First, figure out how you want to divide up your content. Pretend for a bit that you’re converting your site from an infinite scroll into a paginated layout. How many items per page will there be? The same number of items that are on the page before the user has to load more, if you’re not DOM recycling. Think about how a social feed will load a set number of posts before you need to reach the bottom to trigger more.

Search-friendly infinite scroll settings configuration screen

You will then need to set a URL structure that makes sense for these paginated pages. You can structure it basically however you want, so long as URLs are consistent and human readable. Don’t use relative URLs, or you run into duplicate content problems.

With any paginated system, you should have rel=”next” and rel=”prev” URL references in your header so Google understands what pages go in what order. They also like you to canonicalize any URL that has differences, so you don’t hit duplicate content problems.

HTML’s History API includes pushState, a command that tells the browser when it should load the next section of content and what content it should load. Many infinite loading pages use the similar replaceState, which is more flexible with scrolling behavior.

One Possible Alternative

Another alternative is to use something other than the standard infinite scrolling JavaScript used by so many other sites. The Infinite Ajax Scroll plugin, just to give you an example, creates infinite scrolling pages in an SEO-friendly way - it still works by having a server-side paginated version of your site, but shows pages by reading the rel=”next” and previous links in those pages to choose what content to load.

Paginated blog post navigation example

Of course, this option still relies on you having a paginated version of your content for Google and the plugin to read. There’s no way around it; search crawlers are not going to act like humans and expand your content. If you want your content to be indexed, you need a static, paginated version of it for them to access.

Is Infinite Scroll Necessary?

So here’s a question: is infinite scrolling necessary to your design? A lot of the sites that use it are social networks, who benefit majorly from keeping users scrolling down one page and not benefitting from the lost analytics or clicks. Other sites that benefit from infinite scrolling design are pages that also excel at the artistic presentation of information or offer an infinite gallery of user options.
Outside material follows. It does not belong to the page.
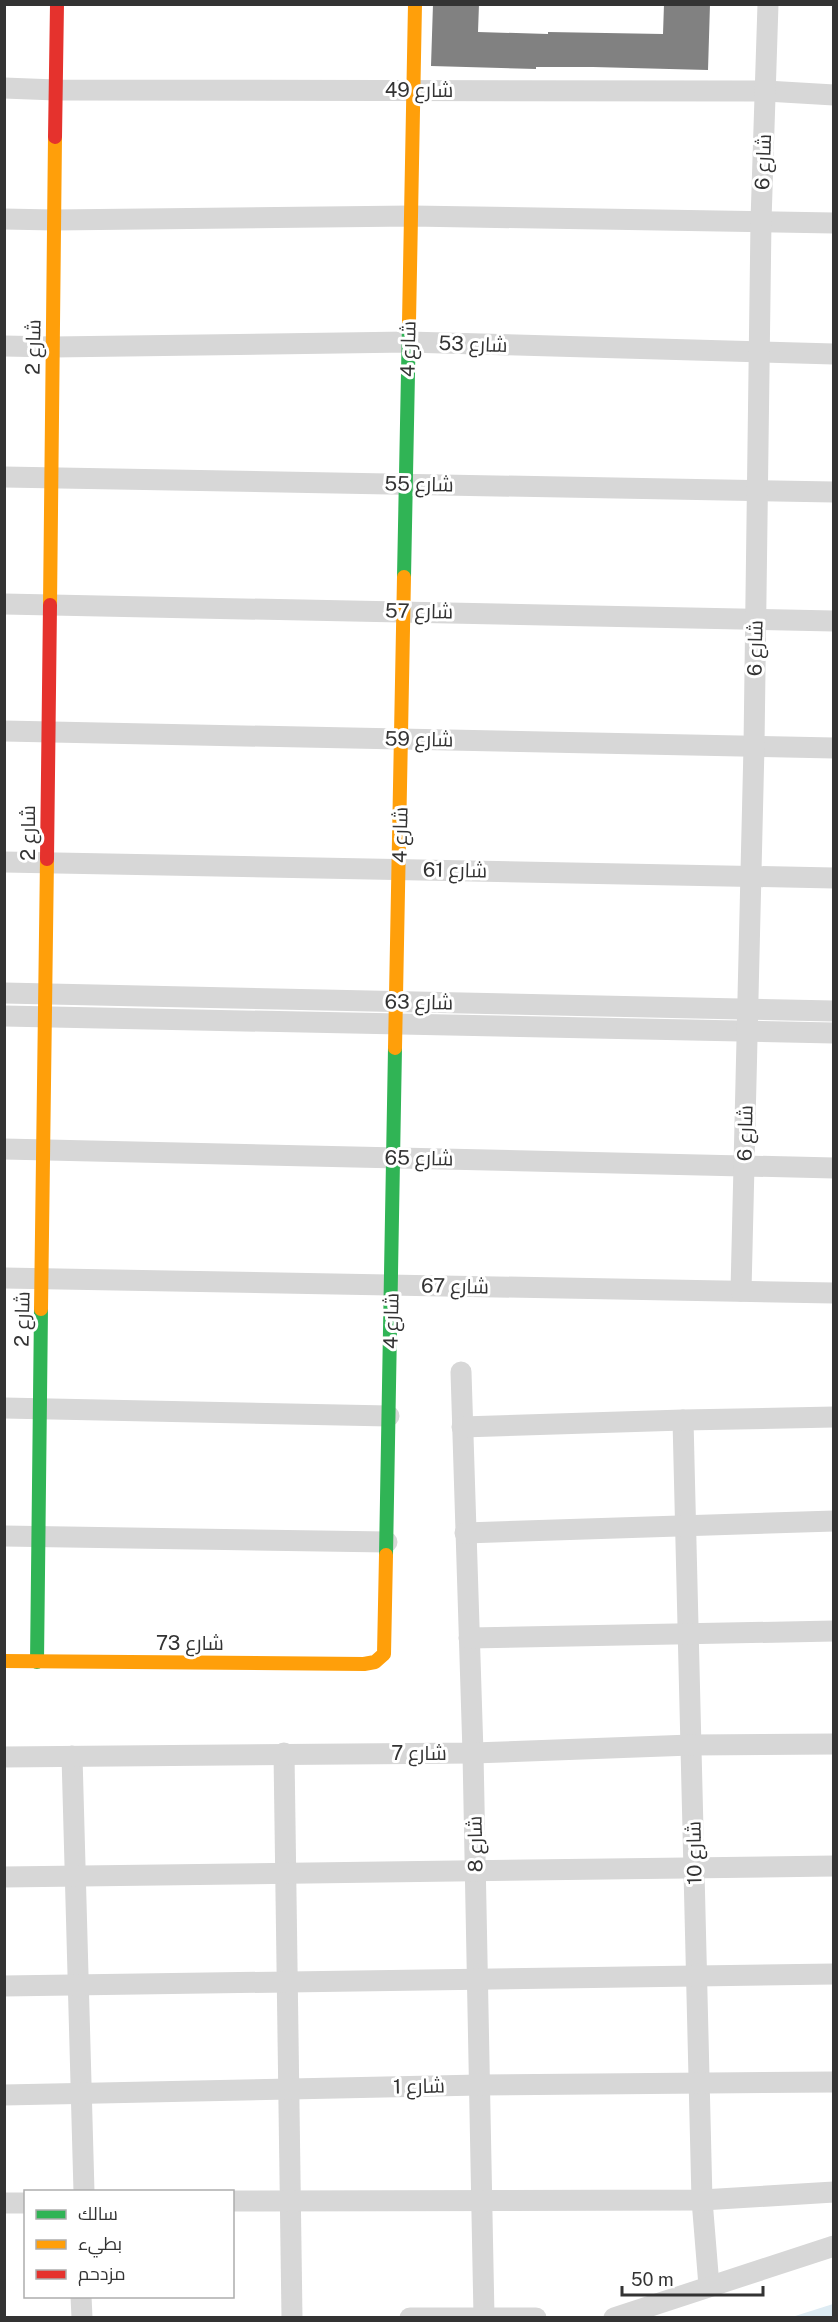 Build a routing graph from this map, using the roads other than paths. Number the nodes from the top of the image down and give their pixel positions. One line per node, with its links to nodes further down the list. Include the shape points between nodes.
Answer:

For a common web storefront or business blog, you aren’t going to benefit from infinite scrolling enough to make it worthwhile. Think about the stakes: the top search result receives 43.32% of all clicks according to a research study from Neil Patel, while Google page 2 results average a click-through rate of less than 1% per BrightEdge. If a broken or poorly implemented infinite scroll causes your content to disappear from indexing, the traffic loss can be catastrophic and very difficult to recover from.

I personally don’t feel like an infinite scrolling design is worthwhile for most of the clients I talk to. There are edge cases and great uses. But those are cases for hiring talented developers who know what they’re doing with the back-end static versions as well.

Website with infinite scroll layout example

Infinite scrolls are also the cause of one of the worst problems I’ve seen with modern SEO. Google indexes the page. But the page changes in between indexation. A user clicks through a Google result looking for a piece of information, only to find it’s nowhere visible on the page because the loading has buried it. Even a full page search can’t find the relevant keyword. What is SEO if the information isn’t accessible by the time the user gets there?

If you’re thinking about an infinite scroll page, you should think long and hard about what job it serves. If you’re running it because “everyone else is”, you should think again; it’s less common than you think, and even Google abandoned it for their own search results in 2024. Even “infinite” scroll pages only load two or three extra pages of content before cutting off with a “load more” button. If you can define a reason to run infinite scrolls, fine, by all means do so. Just make sure that you do them right. Otherwise don’t do it and don’t worry about the issues it causes.